--- START ---
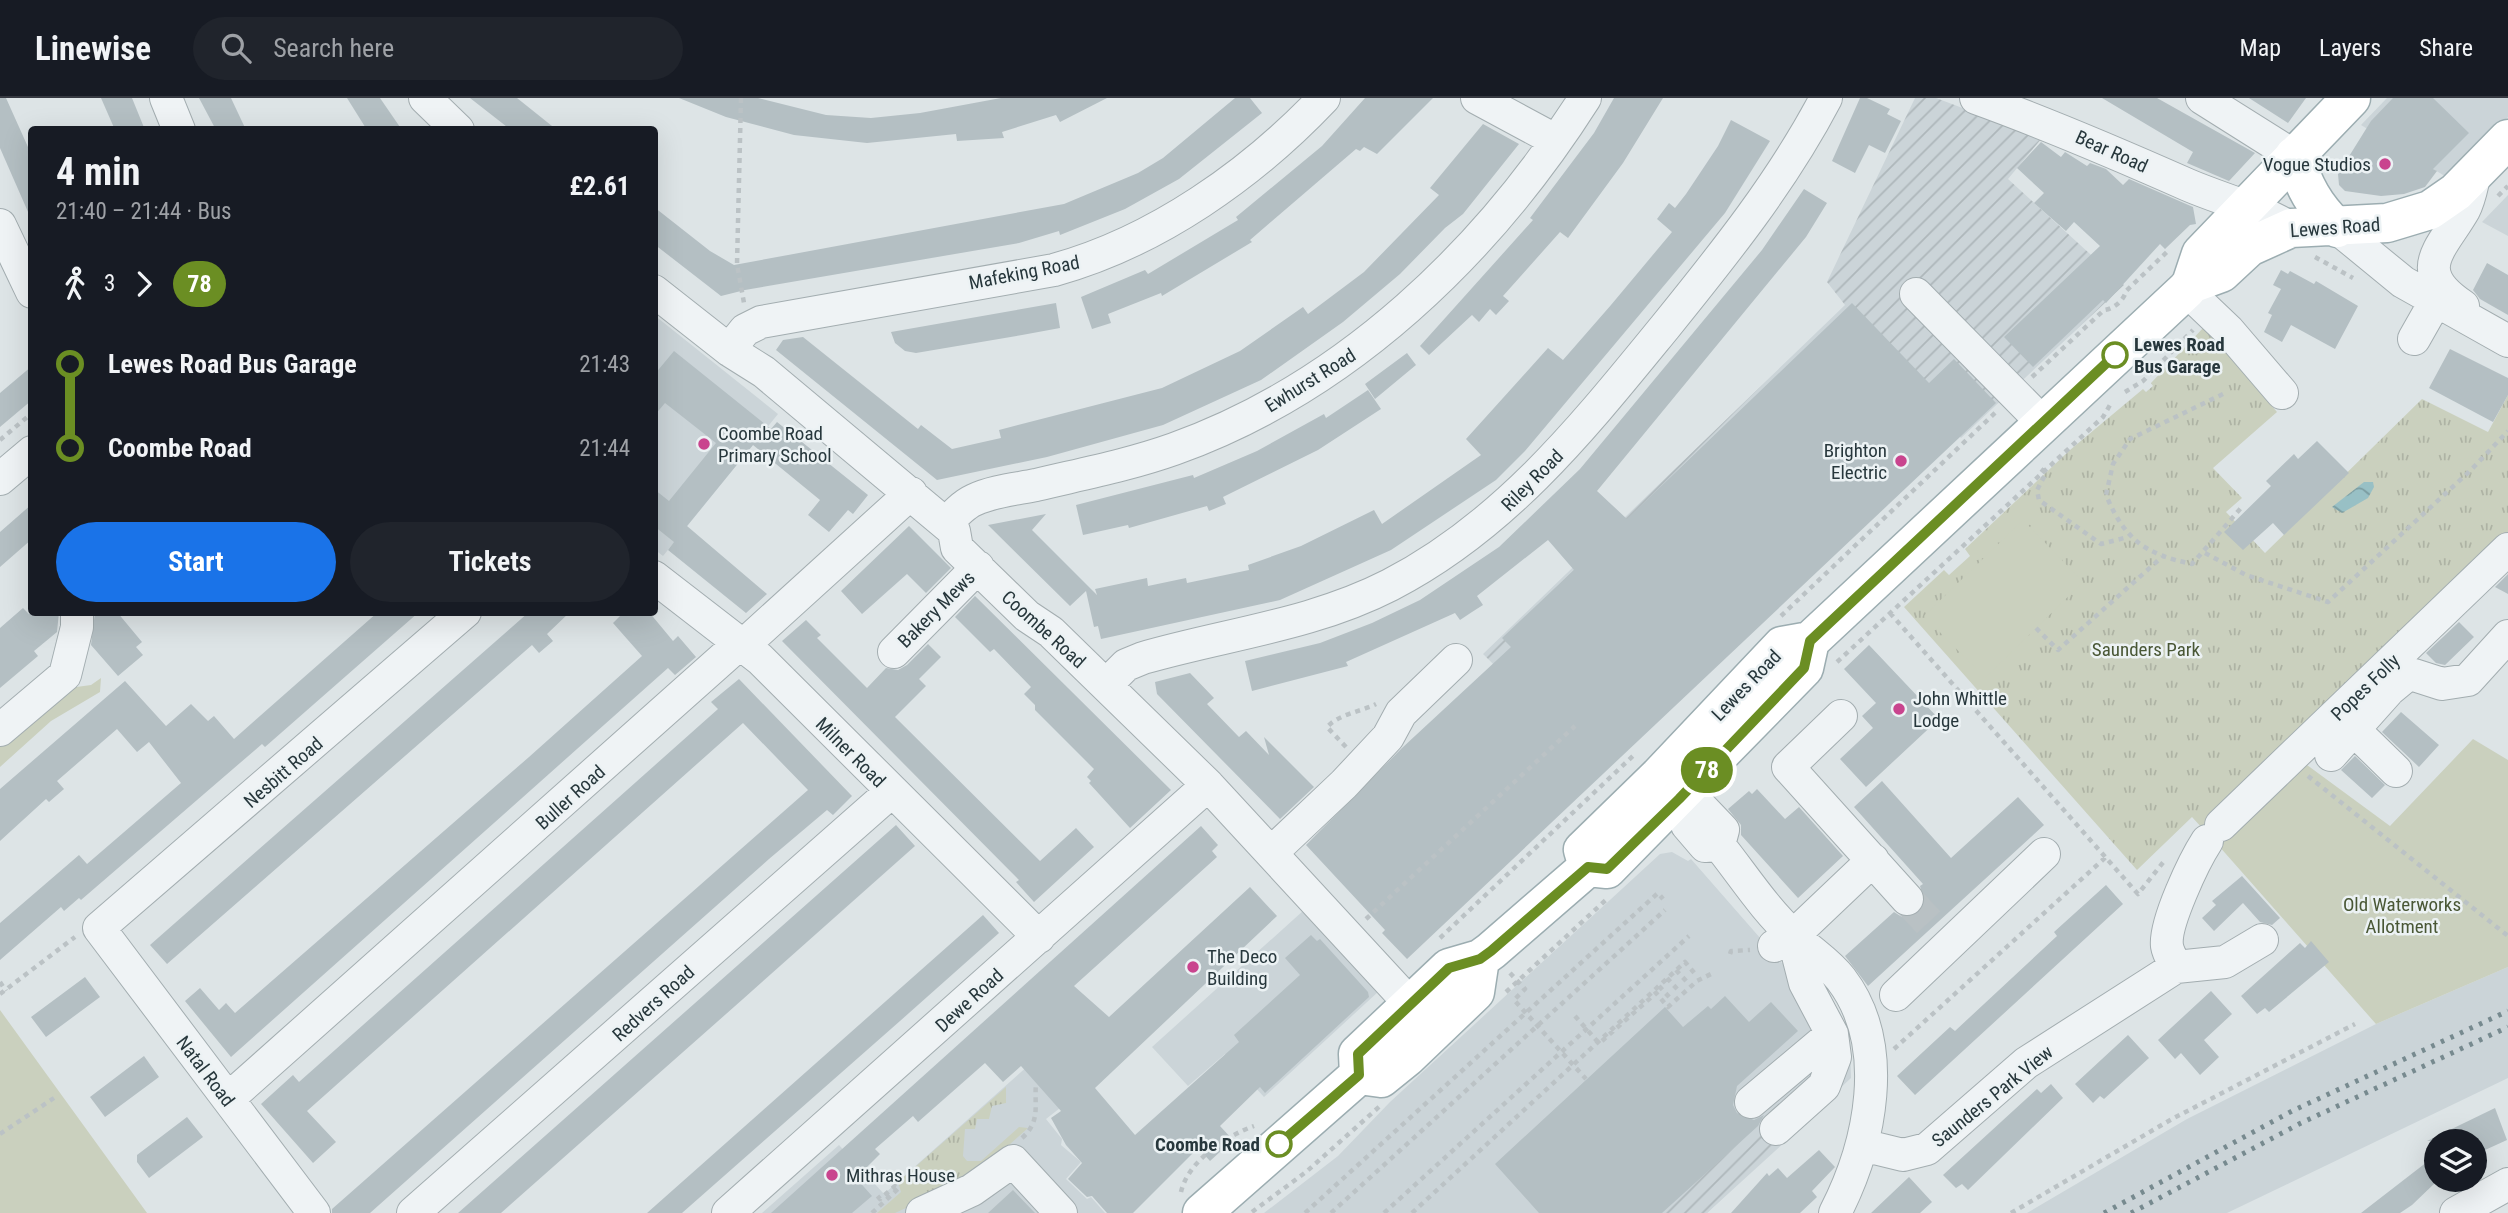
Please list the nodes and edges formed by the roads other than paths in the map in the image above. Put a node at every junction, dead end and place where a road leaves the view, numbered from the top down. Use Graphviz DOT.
graph roads {
  1 [pos="166,98"];
  2 [pos="425,98"];
  3 [pos="1324,98"];
  4 [pos="1477,98"];
  5 [pos="1585,98"];
  6 [pos="1826,98"];
  7 [pos="1976,98"];
  8 [pos="2202,98"];
  9 [pos="2351,98"];
  10 [pos="177,126"];
  11 [pos="454,126"];
  12 [pos="2508,139"];
  13 [pos="1555,140"];
  14 [pos="2294,156"];
  15 [pos="2475,173"];
  16 [pos="2248,205"];
  17 [pos="0,225"];
  18 [pos="2291,228"];
  19 [pos="2337,228"];
  20 [pos="28,284"];
  21 [pos="658,294"];
  22 [pos="1916,294"];
  23 [pos="2196,295"];
  24 [pos="2435,302"];
  25 [pos="2414,338"];
  26 [pos="2502,338"];
  27 [pos="729,349"];
  28 [pos="2282,393"];
  29 [pos="2034,447"];
  30 [pos="28,456"];
  31 [pos="0,479"];
  32 [pos="911,493"];
  33 [pos="946,524"];
  34 [pos="2508,549"];
  35 [pos="978,567"];
  36 [pos="658,580"];
  37 [pos="76,616"];
  38 [pos="460,616"];
  39 [pos="2507,640"];
  40 [pos="738,645"];
  41 [pos="894,652"];
  42 [pos="1456,660"];
  43 [pos="2409,661"];
  44 [pos="1105,685"];
  45 [pos="1841,716"];
  46 [pos="0,730"];
  47 [pos="2354,730"];
  48 [pos="2331,755"];
  49 [pos="2396,771"];
  50 [pos="1208,785"];
  51 [pos="891,792"];
  52 [pos="1676,795"];
  53 [pos="1271,853"];
  54 [pos="2044,854"];
  55 [pos="1873,860"];
  56 [pos="1907,899"];
  57 [pos="99,928"];
  58 [pos="1039,937"];
  59 [pos="2262,940"];
  60 [pos="1774,942"];
  61 [pos="1480,959"];
  62 [pos="2176,967"];
  63 [pos="1896,995"];
  64 [pos="1410,1003"];
  65 [pos="1436,1031"];
  66 [pos="1832,1034"];
  67 [pos="1359,1075"];
  68 [pos="228,1099"];
  69 [pos="1751,1102"];
  70 [pos="1776,1129"];
  71 [pos="1863,1145"];
  72 [pos="2508,1184"];
  73 [pos="314,1213"];
  74 [pos="413,1213"];
  75 [pos="728,1213"];
  76 [pos="922,1213"];
  77 [pos="1061,1213"];
  78 [pos="1202,1213"];
  79 [pos="1835,1213"];
  80 [pos="2456,1213"];
  1 -- 10 [label="street"];
  2 -- 11 [label="street"];
  3 -- 27 [label="street, Mafeking Road"];
  4 -- 13 [label="street"];
  5 -- 13 [label="street, Ewhurst Road"];
  6 -- 44 [label="street, Riley Road"];
  7 -- 16 [label="street, Bear Road"];
  8 -- 14 [label="street"];
  9 -- 14 [label="main road, Lewes Road"];
  12 -- 15 [label="main road, Lewes Road"];
  13 -- 33 [label="street, Ewhurst Road"];
  14 -- 16 [label="main road, Lewes Road"];
  14 -- 19 [label="main road"];
  15 -- 19 [label="main road, Lewes Road"];
  15 -- 26 [label="street"];
  16 -- 18 [label="street, Bear Road"];
  16 -- 23 [label="main road, Lewes Road"];
  17 -- 20 [label="street"];
  18 -- 19 [label="main road, Lewes Road"];
  18 -- 23 [label="main road, Lewes Road"];
  19 -- 24 [label="street"];
  21 -- 27 [label="street, Coombe Road"];
  22 -- 29 [label="street"];
  23 -- 28 [label="street"];
  23 -- 29 [label="main road, Lewes Road"];
  24 -- 25 [label="street"];
  24 -- 26 [label="street"];
  27 -- 32 [label="street, Coombe Road"];
  29 -- 52 [label="main road, Lewes Road"];
  30 -- 31 [label="street"];
  32 -- 33 [label="street, Coombe Road"];
  32 -- 40 [label="street, Buller Road"];
  33 -- 35 [label="street, Coombe Road"];
  34 -- 43 [label="street, Popes Folly"];
  35 -- 41 [label="street, Bakery Mews"];
  35 -- 44 [label="street, Coombe Road"];
  36 -- 40 [label="street, Milner Road"];
  37 -- 46 [label="street"];
  38 -- 57 [label="street, Nesbitt Road"];
  39 -- 43 [label="street"];
  40 -- 51 [label="street, Milner Road"];
  40 -- 68 [label="street, Buller Road"];
  42 -- 53 [label="street"];
  43 -- 47 [label="street"];
  43 -- 62 [label="street, Popes Folly"];
  44 -- 50 [label="street, Coombe Road"];
  45 -- 55 [label="street"];
  47 -- 48 [label="street"];
  47 -- 49 [label="street"];
  50 -- 53 [label="street, Coombe Road"];
  50 -- 58 [label="street, Dewe Road"];
  51 -- 58 [label="street, Milner Road"];
  51 -- 74 [label="street, Redvers Road"];
  52 -- 60 [label="street"];
  52 -- 61 [label="main road, Lewes Road"];
  53 -- 64 [label="street, Coombe Road"];
  54 -- 63 [label="street"];
  55 -- 56 [label="street"];
  55 -- 60 [label="street"];
  57 -- 68 [label="street, Natal Road"];
  58 -- 75 [label="street, Dewe Road"];
  59 -- 62 [label="street, Saunders Park View"];
  60 -- 66 [label="street"];
  60 -- 71 [label="street"];
  61 -- 64 [label="main road, Lewes Road"];
  61 -- 65 [label="main road"];
  62 -- 71 [label="street, Saunders Park View"];
  64 -- 65 [label="street, Coombe Road"];
  64 -- 67 [label="main road, Lewes Road"];
  65 -- 67 [label="main road"];
  66 -- 69 [label="street"];
  66 -- 70 [label="street"];
  67 -- 78 [label="main road"];
  68 -- 73 [label="street, Natal Road"];
  71 -- 79 [label="street"];
  72 -- 80 [label="street"];
  76 -- 77 [label="street"];
}
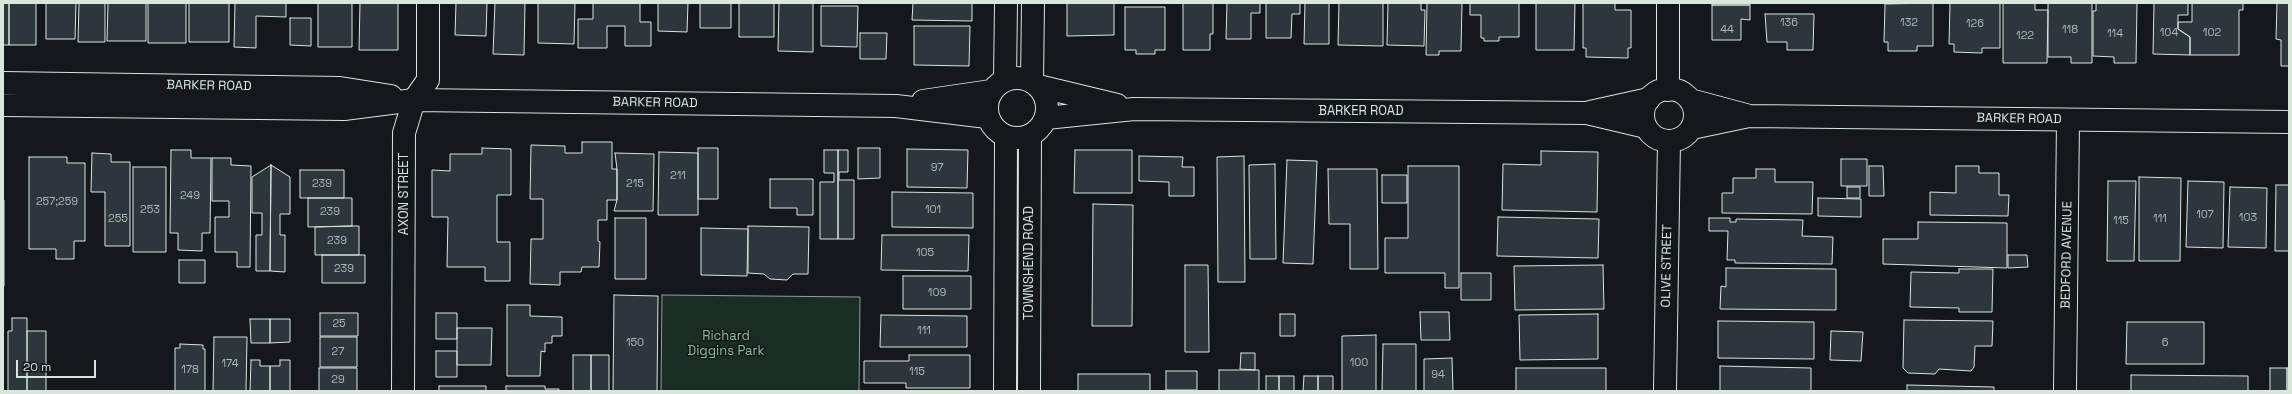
--- END ---
Say how many lines of the entries above include the string "Buller", giving the number and nothing else.

- [OUTPUT OF THE TASK] 2